| EXTRACTED RECORDS |
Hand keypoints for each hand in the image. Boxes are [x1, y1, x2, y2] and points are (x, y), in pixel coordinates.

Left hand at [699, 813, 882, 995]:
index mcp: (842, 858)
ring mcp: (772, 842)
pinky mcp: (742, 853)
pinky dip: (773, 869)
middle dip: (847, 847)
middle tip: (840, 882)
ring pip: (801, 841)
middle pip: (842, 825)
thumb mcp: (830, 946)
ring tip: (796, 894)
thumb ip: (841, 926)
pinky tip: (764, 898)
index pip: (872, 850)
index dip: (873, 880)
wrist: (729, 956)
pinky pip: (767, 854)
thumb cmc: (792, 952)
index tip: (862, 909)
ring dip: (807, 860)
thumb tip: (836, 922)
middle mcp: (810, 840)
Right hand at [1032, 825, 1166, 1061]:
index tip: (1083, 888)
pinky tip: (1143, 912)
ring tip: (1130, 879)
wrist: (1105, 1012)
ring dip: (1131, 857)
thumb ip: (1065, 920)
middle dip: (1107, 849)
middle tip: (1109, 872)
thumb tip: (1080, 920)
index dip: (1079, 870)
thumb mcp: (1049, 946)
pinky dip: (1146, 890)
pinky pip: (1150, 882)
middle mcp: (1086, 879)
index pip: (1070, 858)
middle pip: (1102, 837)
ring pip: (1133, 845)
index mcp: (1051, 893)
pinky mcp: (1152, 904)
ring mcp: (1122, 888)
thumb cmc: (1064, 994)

--

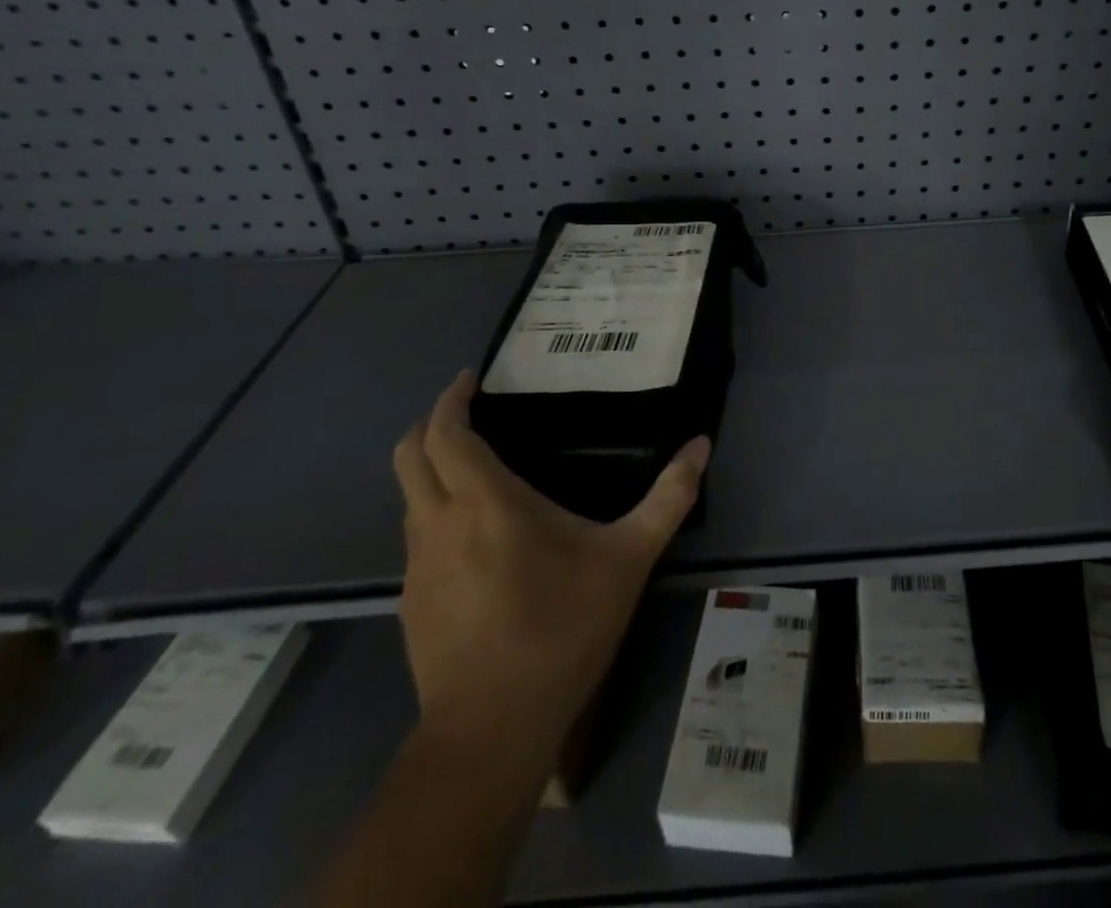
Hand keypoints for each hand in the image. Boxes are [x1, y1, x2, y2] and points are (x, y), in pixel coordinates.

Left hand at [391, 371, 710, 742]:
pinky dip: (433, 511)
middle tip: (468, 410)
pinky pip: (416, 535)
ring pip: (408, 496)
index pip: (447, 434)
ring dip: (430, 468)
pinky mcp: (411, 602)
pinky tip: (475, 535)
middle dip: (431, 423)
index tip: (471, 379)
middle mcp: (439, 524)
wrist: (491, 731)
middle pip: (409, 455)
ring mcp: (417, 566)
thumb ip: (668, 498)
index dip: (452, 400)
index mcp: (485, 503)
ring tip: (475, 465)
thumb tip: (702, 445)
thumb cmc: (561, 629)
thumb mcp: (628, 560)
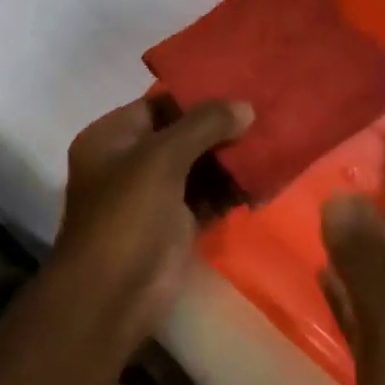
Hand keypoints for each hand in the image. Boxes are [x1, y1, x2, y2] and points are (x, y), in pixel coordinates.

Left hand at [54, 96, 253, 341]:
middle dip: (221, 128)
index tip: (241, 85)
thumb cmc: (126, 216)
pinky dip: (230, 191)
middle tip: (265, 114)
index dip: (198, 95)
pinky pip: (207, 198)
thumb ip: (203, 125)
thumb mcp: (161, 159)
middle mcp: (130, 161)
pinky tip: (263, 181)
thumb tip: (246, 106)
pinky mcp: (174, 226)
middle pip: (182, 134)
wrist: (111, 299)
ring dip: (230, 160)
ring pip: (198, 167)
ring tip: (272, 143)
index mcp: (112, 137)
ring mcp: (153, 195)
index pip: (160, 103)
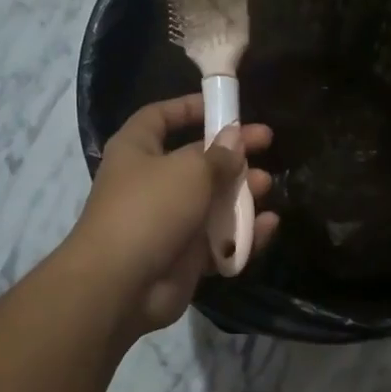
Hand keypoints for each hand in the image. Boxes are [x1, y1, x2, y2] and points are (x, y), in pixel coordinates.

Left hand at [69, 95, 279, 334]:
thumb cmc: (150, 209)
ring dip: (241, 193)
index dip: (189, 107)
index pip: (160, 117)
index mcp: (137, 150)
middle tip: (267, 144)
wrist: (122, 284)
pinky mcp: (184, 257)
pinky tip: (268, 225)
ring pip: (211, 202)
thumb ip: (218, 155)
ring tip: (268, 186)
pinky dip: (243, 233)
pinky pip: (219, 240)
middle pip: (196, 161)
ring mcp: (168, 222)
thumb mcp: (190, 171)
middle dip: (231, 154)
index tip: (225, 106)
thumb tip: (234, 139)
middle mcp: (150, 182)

* * *

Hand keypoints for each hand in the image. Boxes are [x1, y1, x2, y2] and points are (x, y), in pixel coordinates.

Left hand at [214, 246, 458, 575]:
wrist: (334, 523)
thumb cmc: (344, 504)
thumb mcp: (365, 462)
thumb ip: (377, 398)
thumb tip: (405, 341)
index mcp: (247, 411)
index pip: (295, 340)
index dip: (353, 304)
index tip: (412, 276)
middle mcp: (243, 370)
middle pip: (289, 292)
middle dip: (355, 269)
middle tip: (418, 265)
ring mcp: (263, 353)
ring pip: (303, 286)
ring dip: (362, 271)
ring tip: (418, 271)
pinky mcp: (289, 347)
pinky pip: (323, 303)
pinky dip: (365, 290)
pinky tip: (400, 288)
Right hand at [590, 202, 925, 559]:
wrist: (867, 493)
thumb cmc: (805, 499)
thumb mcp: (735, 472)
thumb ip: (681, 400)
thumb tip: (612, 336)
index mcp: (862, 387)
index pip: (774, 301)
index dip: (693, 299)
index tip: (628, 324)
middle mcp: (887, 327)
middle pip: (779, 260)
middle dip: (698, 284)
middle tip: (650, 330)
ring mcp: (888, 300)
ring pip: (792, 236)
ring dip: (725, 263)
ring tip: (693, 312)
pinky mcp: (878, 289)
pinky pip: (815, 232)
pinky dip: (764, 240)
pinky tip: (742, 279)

| TASK TO COMPLETE |
Given the data above, which lines hold the string "wrist"? Return them.

| OUTPUT |
wrist: (729, 956)
wrist: (1105, 1012)
wrist: (491, 731)
wrist: (111, 299)
wrist: (122, 284)
wrist: (334, 523)
wrist: (867, 493)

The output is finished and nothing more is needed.